L’organisation éducative et formative représente un système à part entière, bardé de complexités de toutes sortes. Développer la dimension réflexive chez les différents acteurs de ce système apparaît, à terme, une modalité plus efficace que celle de multiplier les prescriptions et les incitations autoritaires au changement.

L’innovation devient ainsi un élément immanent au métier d’enseignant. Les experts, l’administration éducative n’ont pas toujours réponse à tout. Une approche réflexive et coopérative peut permettre également de progresser. Cette coproduction de connaissance se réalise en faisant parler le terrain. Le fait de permettre aux acteurs de se raconter leur donne l’opportunité de construire une unité, de retrouver leur propre cohérence, de relire, de prendre du recul en permanence sur les activités et de penser les réglages.

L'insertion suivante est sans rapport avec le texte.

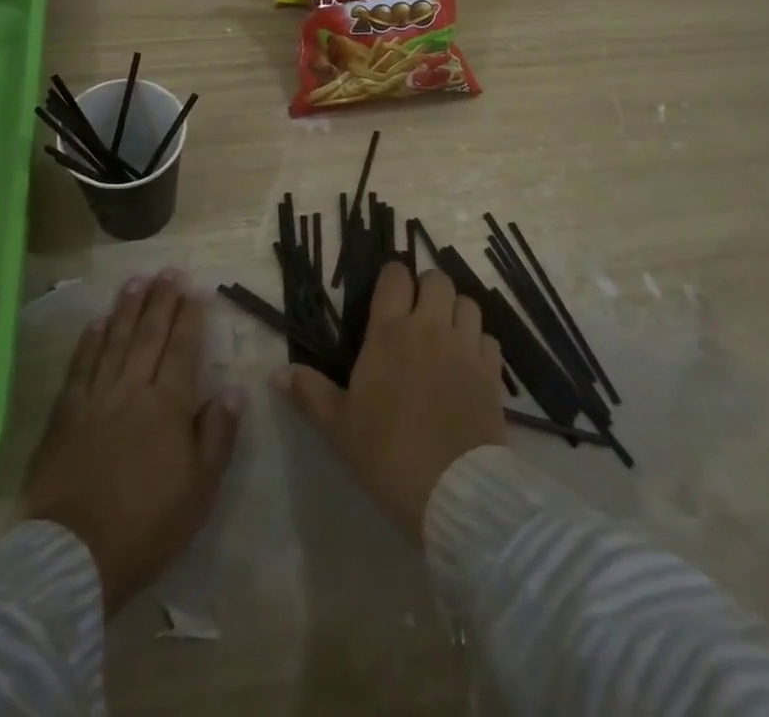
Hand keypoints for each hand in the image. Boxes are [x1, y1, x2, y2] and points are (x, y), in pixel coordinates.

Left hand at [21, 272, 240, 613]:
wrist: (74, 557)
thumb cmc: (147, 526)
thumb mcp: (200, 490)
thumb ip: (217, 435)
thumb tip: (232, 390)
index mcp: (168, 407)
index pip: (183, 349)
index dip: (190, 317)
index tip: (195, 289)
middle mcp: (132, 391)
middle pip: (149, 336)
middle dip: (161, 301)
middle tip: (168, 272)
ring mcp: (95, 400)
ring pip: (113, 342)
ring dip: (126, 310)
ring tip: (136, 282)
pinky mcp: (64, 416)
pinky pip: (79, 368)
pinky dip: (88, 343)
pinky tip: (96, 323)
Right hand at [278, 262, 505, 541]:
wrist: (452, 491)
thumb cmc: (387, 453)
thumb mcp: (339, 425)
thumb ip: (309, 392)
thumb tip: (276, 372)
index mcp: (390, 332)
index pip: (395, 276)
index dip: (392, 277)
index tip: (388, 293)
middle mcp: (430, 328)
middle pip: (437, 280)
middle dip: (427, 288)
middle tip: (417, 313)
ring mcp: (465, 347)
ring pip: (468, 303)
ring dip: (456, 311)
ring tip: (445, 333)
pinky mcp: (492, 372)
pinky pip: (489, 337)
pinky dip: (478, 341)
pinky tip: (468, 362)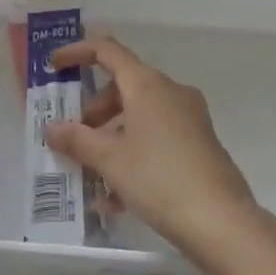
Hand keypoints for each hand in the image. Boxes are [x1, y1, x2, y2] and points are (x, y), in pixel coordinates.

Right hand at [44, 36, 257, 256]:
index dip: (77, 53)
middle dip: (95, 109)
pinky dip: (135, 152)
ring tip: (94, 173)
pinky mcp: (201, 143)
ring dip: (113, 136)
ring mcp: (190, 117)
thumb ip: (77, 140)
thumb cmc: (160, 179)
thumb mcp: (110, 160)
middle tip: (76, 136)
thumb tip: (51, 128)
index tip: (54, 66)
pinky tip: (119, 196)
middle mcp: (170, 91)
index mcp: (147, 84)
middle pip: (123, 86)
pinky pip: (158, 135)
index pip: (107, 51)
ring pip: (140, 114)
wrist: (223, 223)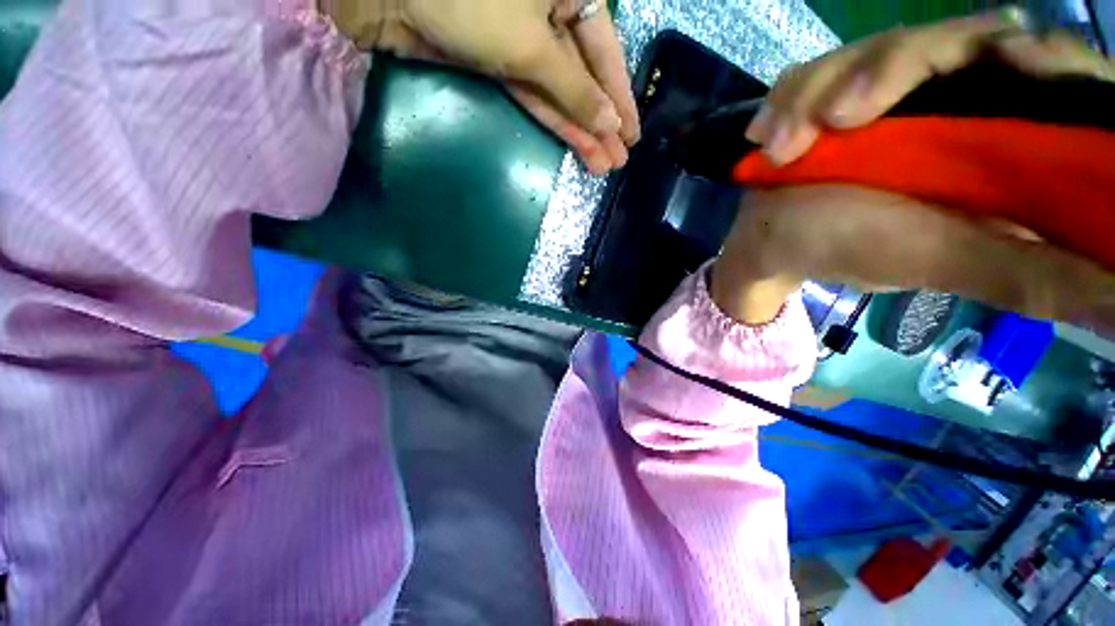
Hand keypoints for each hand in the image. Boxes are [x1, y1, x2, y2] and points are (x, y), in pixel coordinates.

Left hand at [322, 0, 639, 174]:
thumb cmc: (474, 3)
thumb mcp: (535, 47)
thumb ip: (575, 89)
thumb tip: (609, 121)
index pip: (607, 53)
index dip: (620, 98)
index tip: (633, 135)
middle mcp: (554, 13)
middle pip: (585, 78)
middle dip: (601, 123)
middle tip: (618, 161)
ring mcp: (526, 41)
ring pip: (562, 93)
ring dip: (582, 131)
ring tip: (603, 165)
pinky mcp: (503, 62)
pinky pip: (537, 96)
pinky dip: (556, 122)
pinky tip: (577, 146)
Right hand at [713, 11, 1114, 330]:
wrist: (773, 244)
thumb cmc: (846, 251)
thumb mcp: (938, 261)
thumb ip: (1028, 274)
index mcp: (999, 138)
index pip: (1048, 70)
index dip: (1041, 57)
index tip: (1010, 63)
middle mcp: (953, 98)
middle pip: (959, 37)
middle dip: (895, 66)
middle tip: (843, 117)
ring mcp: (887, 90)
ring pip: (877, 49)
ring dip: (822, 90)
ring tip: (781, 147)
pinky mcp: (836, 90)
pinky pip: (816, 70)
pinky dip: (789, 98)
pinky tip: (766, 137)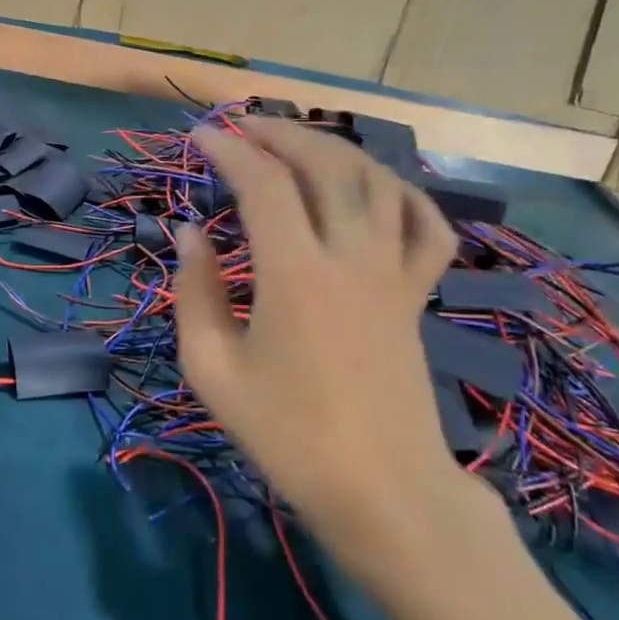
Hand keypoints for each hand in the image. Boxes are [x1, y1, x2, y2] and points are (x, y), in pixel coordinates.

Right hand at [174, 117, 487, 570]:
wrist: (382, 492)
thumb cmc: (288, 436)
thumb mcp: (213, 370)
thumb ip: (195, 292)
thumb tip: (191, 232)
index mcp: (295, 274)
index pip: (263, 184)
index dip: (229, 150)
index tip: (200, 136)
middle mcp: (351, 257)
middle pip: (325, 164)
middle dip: (281, 133)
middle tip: (243, 127)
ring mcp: (393, 273)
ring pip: (376, 181)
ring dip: (335, 149)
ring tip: (298, 142)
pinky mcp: (417, 294)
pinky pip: (427, 227)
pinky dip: (404, 193)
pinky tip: (377, 187)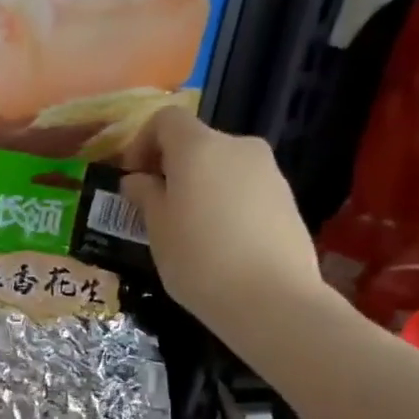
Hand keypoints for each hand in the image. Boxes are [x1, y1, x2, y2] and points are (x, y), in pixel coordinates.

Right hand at [121, 107, 325, 334]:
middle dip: (172, 167)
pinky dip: (226, 202)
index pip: (166, 120)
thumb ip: (145, 196)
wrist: (272, 299)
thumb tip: (137, 180)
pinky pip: (245, 188)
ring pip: (222, 166)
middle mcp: (237, 146)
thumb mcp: (157, 230)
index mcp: (199, 147)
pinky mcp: (286, 197)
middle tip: (156, 207)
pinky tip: (221, 242)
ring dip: (200, 185)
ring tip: (189, 229)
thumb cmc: (199, 261)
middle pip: (197, 143)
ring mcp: (268, 171)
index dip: (142, 142)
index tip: (133, 177)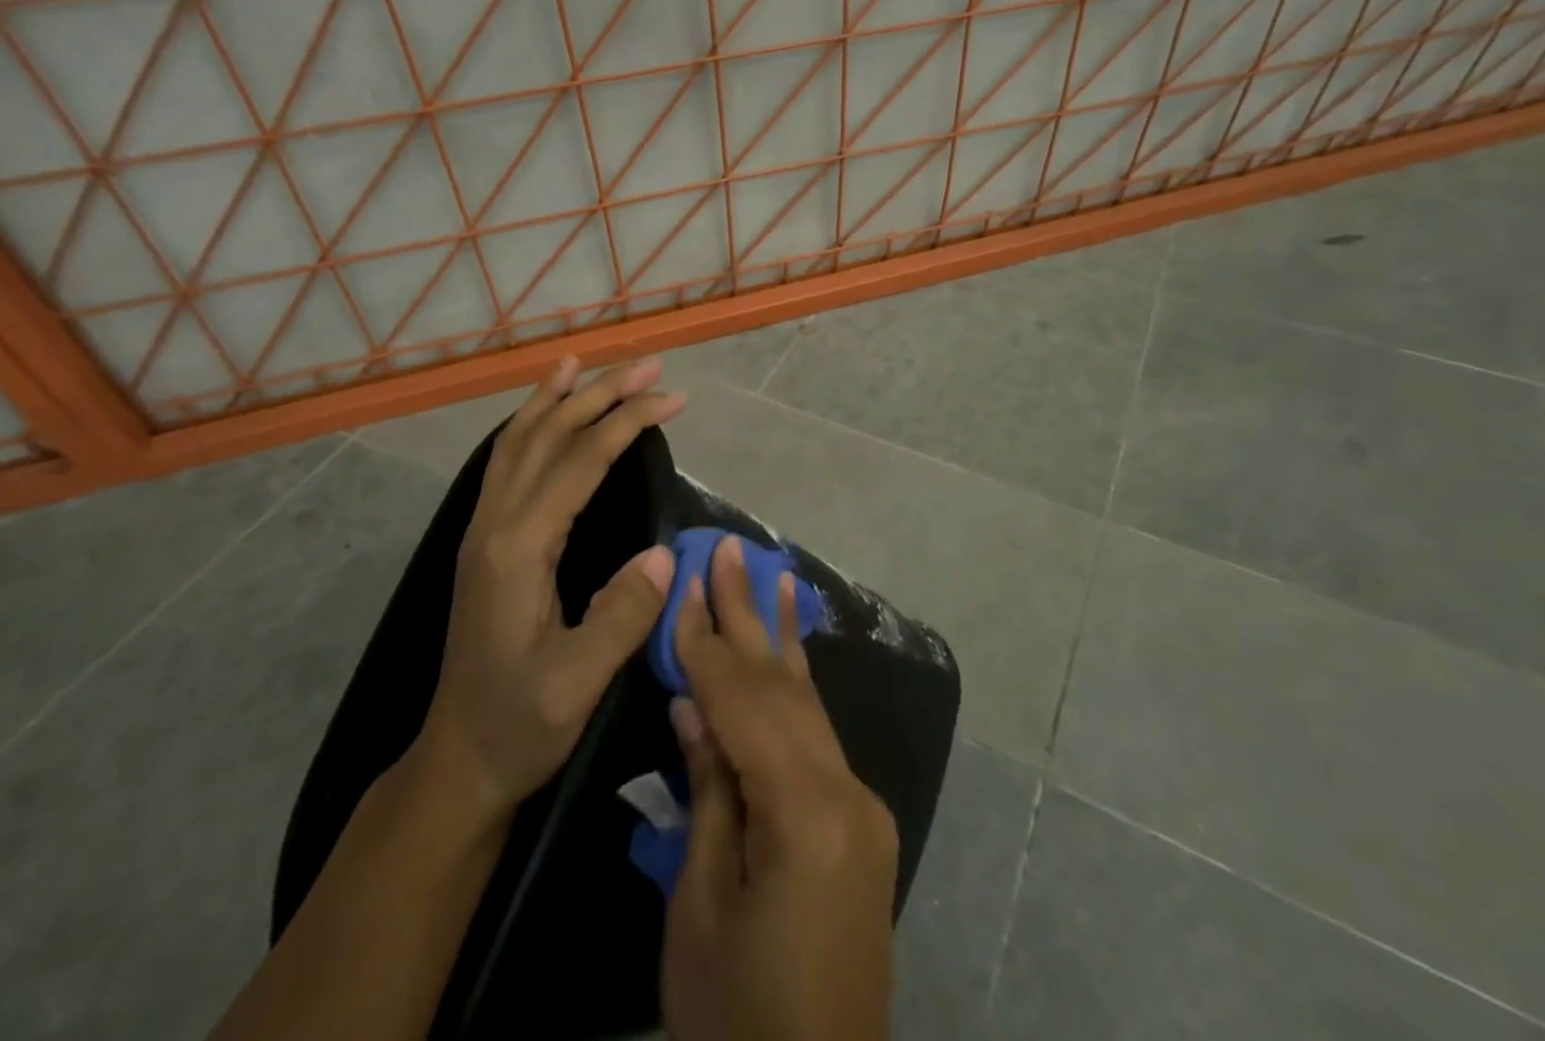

La pratique réflexive en groupe présente un véritable outil de formation, lançant des passerelles entre savoirs savants et savoirs professionnels, permettant à l’enseignant de passer du statut d’apprenti à celui d’expert et à l’innovateur d’être avant tout un éducateur.

Ce détour par la sociologie du changement dans l’entreprise marque le fil conducteur d’une lucidité objectivée sur la désynchronisation des réformes avec les curricula et avec tous les acteurs du système éducatif. Les propositions de réforme concernant les changements dans les champs de l’apprentissage, de l’enseignement et l’impulsion d’une persévérance sont les seules à pouvoir nourrir en profondeur la finalité éthique de l’enseignement. Michael Fullan établit la liste des ingrédients clés, facilitant des réformes profondes :

(…) la restructuration est une question de temps –gagner du temps, donner du temps, trouver des formes plus utiles pour profiter du temps. (Fullan, 1993 : 76).

Une grande vision composée de petits blocs constructifs peut créer un consensus et une évolution. (Fullan, 1993 : 77).

Apprendre continuellement-individuellement ou de manière organisationnelle (…) Le changement n’est jamais quelque chose de définitif. (Fullan, 1993 : 91).